Collins left the game and didn’t return with an eye contusion.

Injured Wolves rookie Jaylen Clark aptly tweeted after the game: “Just witnessed a homicide.”

Edwards dislocated the finger on the off hand that mashed into Collins’ face, but got it put back into place and taped up during Minnesota’s ensuing timeout.

And he never looked back from there. As he’s been wont to do of late, Edwards took over the contest, controlling the game with relative ease.

He scored 25 points of his 32 points over the final two quarters to power Minnesota to a 114-104 victory over the Jazz.

“We’ve seen several of those rim attacks at the end of transition like that,” Timberwolves coach Chris Finch told reporters. “I thought that was what flipped the game around for us from an emotional point of view. We needed a really big play.”

Edwards also tallied eight assists and seven boards. Utah simply didn’t have an answer for the guard. Edwards got to his spots in the mid range and buried jumpers.

When Utah resorted to double teams, Edwards made the right plays. In the fourth quarter, he went 5 for 6 from the field for 13 points to go with three rebounds and two assists.

For the second half, Edwards had those 25 points, six boards, six assists and zero turnovers. It was one of the better halves of basketball you’ll see played.

“That’s just who I am,” Edwards said. “In the big moments, I love to have the ball in my hands, I love to take the shot.”

That was exactly the type of performance Minnesota needed in a second half where it was without all three of its top big men. Karl-Anthony Towns remains out with the torn meniscus. Rudy Gobert missed his second-straight game with a rib sprain. After scoring 17 first-half points, Naz Reid didn’t play in the second half of Monday’s game against the Jazz (29-39) due to a head injury.

“He knows when guys are out and get down and we’re short-handed that he’s got to step up,” Finch said. “Spectacular play.”

Edwards has noted in the past how much he enjoys playing in small-ball lineups. It got no smaller than what Minnesota trotted out over the final 24 minutes in Utah.

Kyle Anderson was often the center playing alongside four guards and wings.
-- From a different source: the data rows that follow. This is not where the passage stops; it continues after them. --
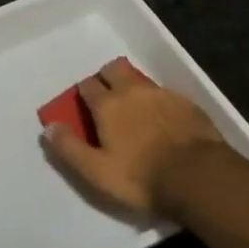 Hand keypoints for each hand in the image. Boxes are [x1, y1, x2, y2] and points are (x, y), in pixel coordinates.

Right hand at [42, 60, 236, 219]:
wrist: (200, 178)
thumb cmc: (142, 177)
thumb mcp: (97, 171)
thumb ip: (69, 148)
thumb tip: (48, 126)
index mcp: (106, 104)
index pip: (87, 85)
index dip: (84, 94)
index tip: (85, 107)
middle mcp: (131, 91)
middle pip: (113, 70)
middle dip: (107, 78)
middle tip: (109, 100)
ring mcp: (162, 94)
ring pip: (140, 80)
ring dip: (134, 88)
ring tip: (138, 110)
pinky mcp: (187, 104)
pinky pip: (166, 94)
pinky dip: (161, 102)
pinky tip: (166, 120) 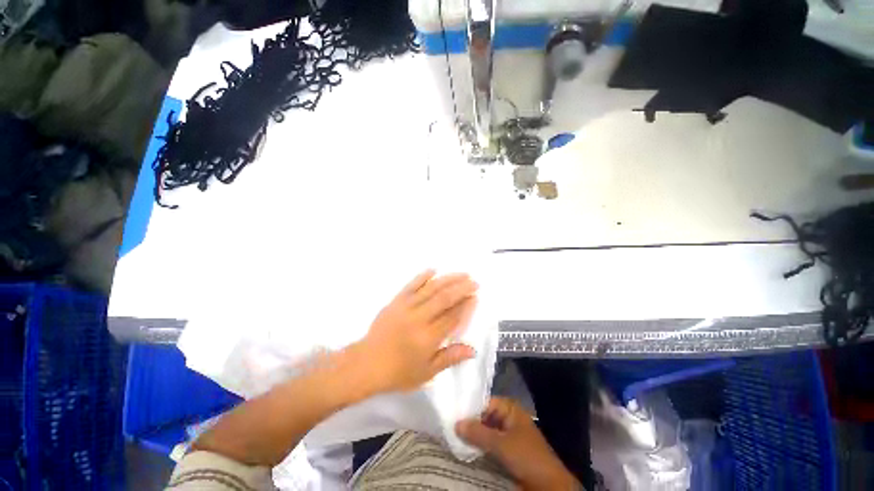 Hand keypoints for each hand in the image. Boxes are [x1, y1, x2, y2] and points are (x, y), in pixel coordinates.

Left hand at [357, 270, 478, 393]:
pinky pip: (411, 285)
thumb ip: (450, 358)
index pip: (453, 317)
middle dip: (461, 288)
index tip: (475, 297)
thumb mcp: (426, 372)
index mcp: (428, 338)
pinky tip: (433, 270)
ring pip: (431, 289)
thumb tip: (472, 350)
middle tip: (474, 281)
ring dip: (448, 279)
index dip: (466, 306)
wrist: (366, 364)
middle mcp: (419, 319)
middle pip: (444, 299)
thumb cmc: (398, 372)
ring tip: (461, 274)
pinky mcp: (395, 301)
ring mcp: (406, 307)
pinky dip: (422, 276)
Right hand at [456, 398, 580, 490]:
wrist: (549, 484)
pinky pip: (490, 442)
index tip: (453, 413)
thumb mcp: (501, 444)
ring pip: (486, 430)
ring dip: (474, 435)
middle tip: (451, 426)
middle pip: (485, 416)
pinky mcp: (508, 448)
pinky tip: (467, 448)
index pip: (485, 402)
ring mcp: (508, 433)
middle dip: (471, 422)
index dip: (470, 408)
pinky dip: (480, 445)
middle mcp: (508, 417)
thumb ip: (478, 432)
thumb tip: (456, 423)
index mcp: (510, 408)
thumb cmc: (526, 456)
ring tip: (455, 437)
There were times when Edwards was the one setting the screen at the top of the floor in pick-and-roll actions.

The floor was consistently spaced to the point where Edwards was a conductor with every option available to him on the floor. And he was, indeed a maestro. When he wasn’t getting his own offense, he was finding teammates. As a team, Minnesota drained 16 3-pointers.

Jordan McLaughlin (3 for 3 from deep), Nickeil Alexander-Walker, Luka Garza and Monte Morris all hit multiple triples off the bench.

The win was massive for Minnesota for a multitude of reasons.

The Wolves need all the divisional victories they can get as a potential tiebreaker for seeding purposes over both Oklahoma City and Denver as the three teams jostle for the top spot in the Western Conference. The Wolves (47-21) are currently tied with Denver in the standings, and just a half-game back of the Thunder.

Also, the currently short-handed Wolves have a date at home Tuesday with Denver. And Monday’s win eases a little of the urgency heading into that bout.

“As a group, collectively, we came together (on the floor) right before the third quarter started and (Anderson) was like, ‘Hey, we need this game. We’ve got Denver tomorrow, we missing key players, so we need this game,’” Edwards said. “So, we kind of took it personal, and I’m glad my teammates stepped up tonight.”